[WHAT THE TASK REQUIRES] Please copy all of the entries exactly, but drop every picture.

====

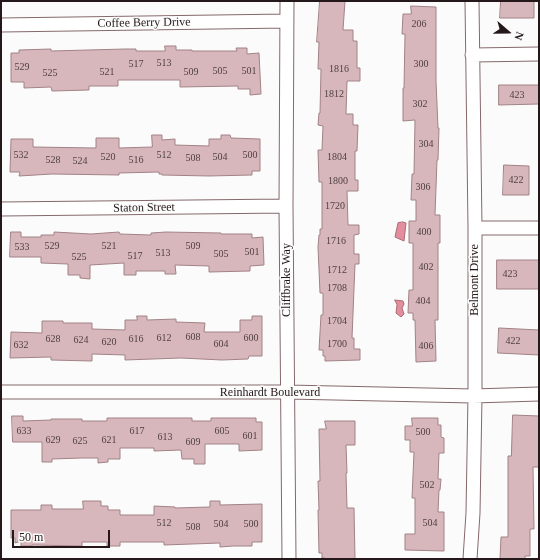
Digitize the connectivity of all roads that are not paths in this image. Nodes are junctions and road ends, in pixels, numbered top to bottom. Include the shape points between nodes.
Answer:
1 (287, 1) edge
2 (472, 1) edge
3 (287, 21) junction
4 (1, 25) edge
5 (539, 54) edge
6 (472, 55) junction
7 (286, 206) junction
8 (1, 209) edge
9 (476, 228) junction
10 (539, 228) edge
11 (1, 392) edge
12 (288, 392) junction
13 (539, 394) edge
14 (475, 396) junction
15 (289, 559) edge
16 (470, 559) edge

1 - 3 street, Cliffbrake Way
2 - 6 street, Belmont Drive
3 - 4 street, Coffee Berry Drive
3 - 7 street, Cliffbrake Way
5 - 6 street
6 - 9 street, Belmont Drive
7 - 8 street, Staton Street
7 - 12 street, Cliffbrake Way
9 - 10 street
9 - 14 street, Belmont Drive
11 - 12 street, Reinhardt Boulevard
12 - 14 street, Reinhardt Boulevard
12 - 15 street, Cliffbrake Way
13 - 14 street, Reinhardt Boulevard
14 - 16 street, Belmont Drive

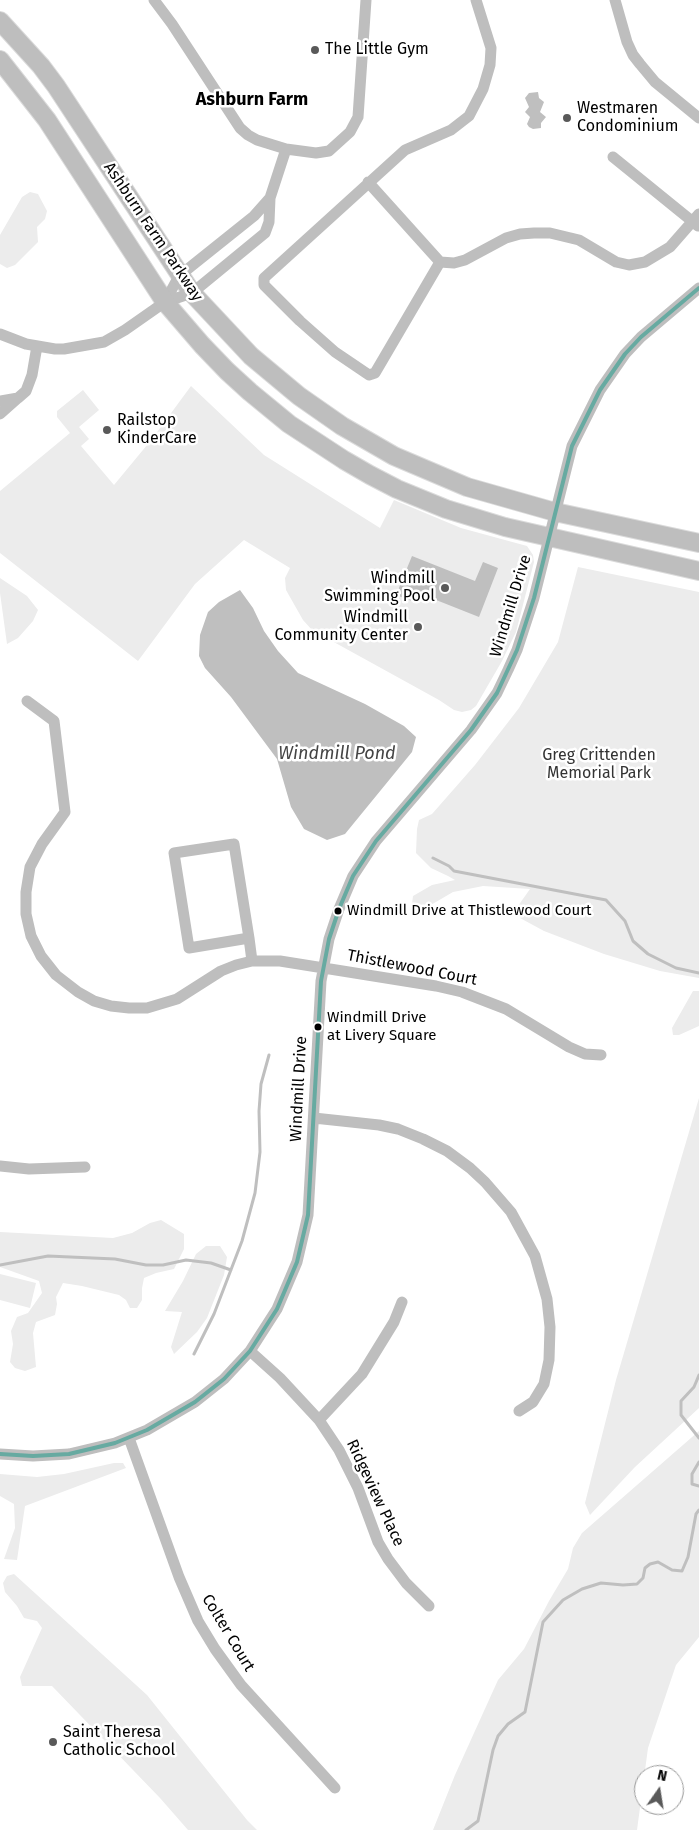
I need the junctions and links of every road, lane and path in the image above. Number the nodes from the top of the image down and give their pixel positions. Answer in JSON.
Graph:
{"nodes":[{"id":1,"x":154,"y":0,"type":"edge"},
{"id":2,"x":366,"y":0,"type":"edge"},
{"id":3,"x":476,"y":0,"type":"edge"},
{"id":4,"x":615,"y":0,"type":"edge"},
{"id":5,"x":0,"y":21,"type":"edge"},
{"id":6,"x":0,"y":60,"type":"edge"},
{"id":7,"x":699,"y":118,"type":"edge"},
{"id":8,"x":286,"y":149,"type":"junction"},
{"id":9,"x":613,"y":157,"type":"dead end"},
{"id":10,"x":368,"y":182,"type":"junction"},
{"id":11,"x":270,"y":198,"type":"junction"},
{"id":12,"x":697,"y":221,"type":"edge"},
{"id":13,"x":440,"y":262,"type":"junction"},
{"id":14,"x":179,"y":276,"type":"junction"},
{"id":15,"x":699,"y":288,"type":"edge"},
{"id":16,"x":192,"y":293,"type":"junction"},
{"id":17,"x":165,"y":302,"type":"junction"},
{"id":18,"x":0,"y":334,"type":"edge"},
{"id":19,"x":37,"y":346,"type":"junction"},
{"id":20,"x":18,"y":398,"type":"junction"},
{"id":21,"x":0,"y":401,"type":"edge"},
{"id":22,"x":0,"y":414,"type":"edge"},
{"id":23,"x":555,"y":512,"type":"junction"},
{"id":24,"x":548,"y":537,"type":"junction"},
{"id":25,"x":699,"y":543,"type":"edge"},
{"id":26,"x":699,"y":571,"type":"edge"},
{"id":27,"x":27,"y":701,"type":"dead end"},
{"id":28,"x":249,"y":938,"type":"junction"},
{"id":29,"x":252,"y":961,"type":"junction"},
{"id":30,"x":324,"y":967,"type":"junction"},
{"id":31,"x":601,"y":1055,"type":"dead end"},
{"id":32,"x":314,"y":1118,"type":"junction"},
{"id":33,"x":0,"y":1166,"type":"edge"},
{"id":34,"x":85,"y":1167,"type":"dead end"},
{"id":35,"x":402,"y":1302,"type":"dead end"},
{"id":36,"x":250,"y":1351,"type":"junction"},
{"id":37,"x":519,"y":1411,"type":"dead end"},
{"id":38,"x":319,"y":1420,"type":"junction"},
{"id":39,"x":129,"y":1438,"type":"junction"},
{"id":40,"x":0,"y":1454,"type":"edge"},
{"id":41,"x":429,"y":1606,"type":"dead end"},
{"id":42,"x":335,"y":1788,"type":"dead end"}],
"edges":[{"from":1,"to":8,"type":"street"},
{"from":2,"to":8,"type":"street"},
{"from":3,"to":10,"type":"street"},
{"from":4,"to":7,"type":"street"},
{"from":5,"to":14,"type":"main road","name":"Ashburn Farm Parkway"},
{"from":6,"to":17,"type":"main road","name":"Ashburn Farm Parkway"},
{"from":8,"to":11,"type":"street"},
{"from":9,"to":12,"type":"street"},
{"from":10,"to":13,"type":"street"},
{"from":10,"to":13,"type":"street"},
{"from":11,"to":14,"type":"street"},
{"from":11,"to":16,"type":"street"},
{"from":12,"to":13,"type":"street"},
{"from":14,"to":16,"type":"main road","name":"Ashburn Farm Parkway"},
{"from":14,"to":17,"type":"street"},
{"from":15,"to":23,"type":"street","name":"Windmill Drive"},
{"from":16,"to":17,"type":"street"},
{"from":16,"to":23,"type":"main road","name":"Ashburn Farm Parkway"},
{"from":17,"to":19,"type":"street"},
{"from":17,"to":24,"type":"main road","name":"Ashburn Farm Parkway"},
{"from":18,"to":19,"type":"street"},
{"from":19,"to":20,"type":"street"},
{"from":20,"to":21,"type":"street"},
{"from":20,"to":22,"type":"street"},
{"from":23,"to":24,"type":"street","name":"Windmill Drive"},
{"from":23,"to":25,"type":"main road","name":"Ashburn Farm Parkway"},
{"from":24,"to":26,"type":"main road","name":"Ashburn Farm Parkway"},
{"from":24,"to":30,"type":"street","name":"Windmill Drive"},
{"from":27,"to":29,"type":"street","name":"Thistlewood Court"},
{"from":28,"to":28,"type":"street"},
{"from":28,"to":29,"type":"street"},
{"from":29,"to":30,"type":"street","name":"Thistlewood Court"},
{"from":30,"to":31,"type":"street","name":"Thistlewood Court"},
{"from":30,"to":32,"type":"street","name":"Windmill Drive"},
{"from":32,"to":36,"type":"street","name":"Windmill Drive"},
{"from":32,"to":37,"type":"street"},
{"from":33,"to":34,"type":"street"},
{"from":35,"to":38,"type":"street"},
{"from":36,"to":38,"type":"street","name":"Ridgeview Place"},
{"from":36,"to":39,"type":"street","name":"Windmill Drive"},
{"from":38,"to":41,"type":"street","name":"Ridgeview Place"},
{"from":39,"to":40,"type":"street","name":"Windmill Drive"},
{"from":39,"to":42,"type":"street","name":"Colter Court"}]}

====

[OUTPUT]
Digitize the connectivity of all roads that are not paths in this image. Nodes are junctions and road ends, in pixels, numbered top to bottom. Include the shape points between nodes.
Answer:
1 (287, 1) edge
2 (472, 1) edge
3 (287, 21) junction
4 (1, 25) edge
5 (539, 54) edge
6 (472, 55) junction
7 (286, 206) junction
8 (1, 209) edge
9 (476, 228) junction
10 (539, 228) edge
11 (1, 392) edge
12 (288, 392) junction
13 (539, 394) edge
14 (475, 396) junction
15 (289, 559) edge
16 (470, 559) edge

1 - 3 street, Cliffbrake Way
2 - 6 street, Belmont Drive
3 - 4 street, Coffee Berry Drive
3 - 7 street, Cliffbrake Way
5 - 6 street
6 - 9 street, Belmont Drive
7 - 8 street, Staton Street
7 - 12 street, Cliffbrake Way
9 - 10 street
9 - 14 street, Belmont Drive
11 - 12 street, Reinhardt Boulevard
12 - 14 street, Reinhardt Boulevard
12 - 15 street, Cliffbrake Way
13 - 14 street, Reinhardt Boulevard
14 - 16 street, Belmont Drive

I need the junctions and links of every road, lane and path in the image above. Number the nodes from the top of the image down and give their pixel positions. Answer in JSON.
Graph:
{"nodes":[{"id":1,"x":154,"y":0,"type":"edge"},
{"id":2,"x":366,"y":0,"type":"edge"},
{"id":3,"x":476,"y":0,"type":"edge"},
{"id":4,"x":615,"y":0,"type":"edge"},
{"id":5,"x":0,"y":21,"type":"edge"},
{"id":6,"x":0,"y":60,"type":"edge"},
{"id":7,"x":699,"y":118,"type":"edge"},
{"id":8,"x":286,"y":149,"type":"junction"},
{"id":9,"x":613,"y":157,"type":"dead end"},
{"id":10,"x":368,"y":182,"type":"junction"},
{"id":11,"x":270,"y":198,"type":"junction"},
{"id":12,"x":697,"y":221,"type":"edge"},
{"id":13,"x":440,"y":262,"type":"junction"},
{"id":14,"x":179,"y":276,"type":"junction"},
{"id":15,"x":699,"y":288,"type":"edge"},
{"id":16,"x":192,"y":293,"type":"junction"},
{"id":17,"x":165,"y":302,"type":"junction"},
{"id":18,"x":0,"y":334,"type":"edge"},
{"id":19,"x":37,"y":346,"type":"junction"},
{"id":20,"x":18,"y":398,"type":"junction"},
{"id":21,"x":0,"y":401,"type":"edge"},
{"id":22,"x":0,"y":414,"type":"edge"},
{"id":23,"x":555,"y":512,"type":"junction"},
{"id":24,"x":548,"y":537,"type":"junction"},
{"id":25,"x":699,"y":543,"type":"edge"},
{"id":26,"x":699,"y":571,"type":"edge"},
{"id":27,"x":27,"y":701,"type":"dead end"},
{"id":28,"x":249,"y":938,"type":"junction"},
{"id":29,"x":252,"y":961,"type":"junction"},
{"id":30,"x":324,"y":967,"type":"junction"},
{"id":31,"x":601,"y":1055,"type":"dead end"},
{"id":32,"x":314,"y":1118,"type":"junction"},
{"id":33,"x":0,"y":1166,"type":"edge"},
{"id":34,"x":85,"y":1167,"type":"dead end"},
{"id":35,"x":402,"y":1302,"type":"dead end"},
{"id":36,"x":250,"y":1351,"type":"junction"},
{"id":37,"x":519,"y":1411,"type":"dead end"},
{"id":38,"x":319,"y":1420,"type":"junction"},
{"id":39,"x":129,"y":1438,"type":"junction"},
{"id":40,"x":0,"y":1454,"type":"edge"},
{"id":41,"x":429,"y":1606,"type":"dead end"},
{"id":42,"x":335,"y":1788,"type":"dead end"}],
"edges":[{"from":1,"to":8,"type":"street"},
{"from":2,"to":8,"type":"street"},
{"from":3,"to":10,"type":"street"},
{"from":4,"to":7,"type":"street"},
{"from":5,"to":14,"type":"main road","name":"Ashburn Farm Parkway"},
{"from":6,"to":17,"type":"main road","name":"Ashburn Farm Parkway"},
{"from":8,"to":11,"type":"street"},
{"from":9,"to":12,"type":"street"},
{"from":10,"to":13,"type":"street"},
{"from":10,"to":13,"type":"street"},
{"from":11,"to":14,"type":"street"},
{"from":11,"to":16,"type":"street"},
{"from":12,"to":13,"type":"street"},
{"from":14,"to":16,"type":"main road","name":"Ashburn Farm Parkway"},
{"from":14,"to":17,"type":"street"},
{"from":15,"to":23,"type":"street","name":"Windmill Drive"},
{"from":16,"to":17,"type":"street"},
{"from":16,"to":23,"type":"main road","name":"Ashburn Farm Parkway"},
{"from":17,"to":19,"type":"street"},
{"from":17,"to":24,"type":"main road","name":"Ashburn Farm Parkway"},
{"from":18,"to":19,"type":"street"},
{"from":19,"to":20,"type":"street"},
{"from":20,"to":21,"type":"street"},
{"from":20,"to":22,"type":"street"},
{"from":23,"to":24,"type":"street","name":"Windmill Drive"},
{"from":23,"to":25,"type":"main road","name":"Ashburn Farm Parkway"},
{"from":24,"to":26,"type":"main road","name":"Ashburn Farm Parkway"},
{"from":24,"to":30,"type":"street","name":"Windmill Drive"},
{"from":27,"to":29,"type":"street","name":"Thistlewood Court"},
{"from":28,"to":28,"type":"street"},
{"from":28,"to":29,"type":"street"},
{"from":29,"to":30,"type":"street","name":"Thistlewood Court"},
{"from":30,"to":31,"type":"street","name":"Thistlewood Court"},
{"from":30,"to":32,"type":"street","name":"Windmill Drive"},
{"from":32,"to":36,"type":"street","name":"Windmill Drive"},
{"from":32,"to":37,"type":"street"},
{"from":33,"to":34,"type":"street"},
{"from":35,"to":38,"type":"street"},
{"from":36,"to":38,"type":"street","name":"Ridgeview Place"},
{"from":36,"to":39,"type":"street","name":"Windmill Drive"},
{"from":38,"to":41,"type":"street","name":"Ridgeview Place"},
{"from":39,"to":40,"type":"street","name":"Windmill Drive"},
{"from":39,"to":42,"type":"street","name":"Colter Court"}]}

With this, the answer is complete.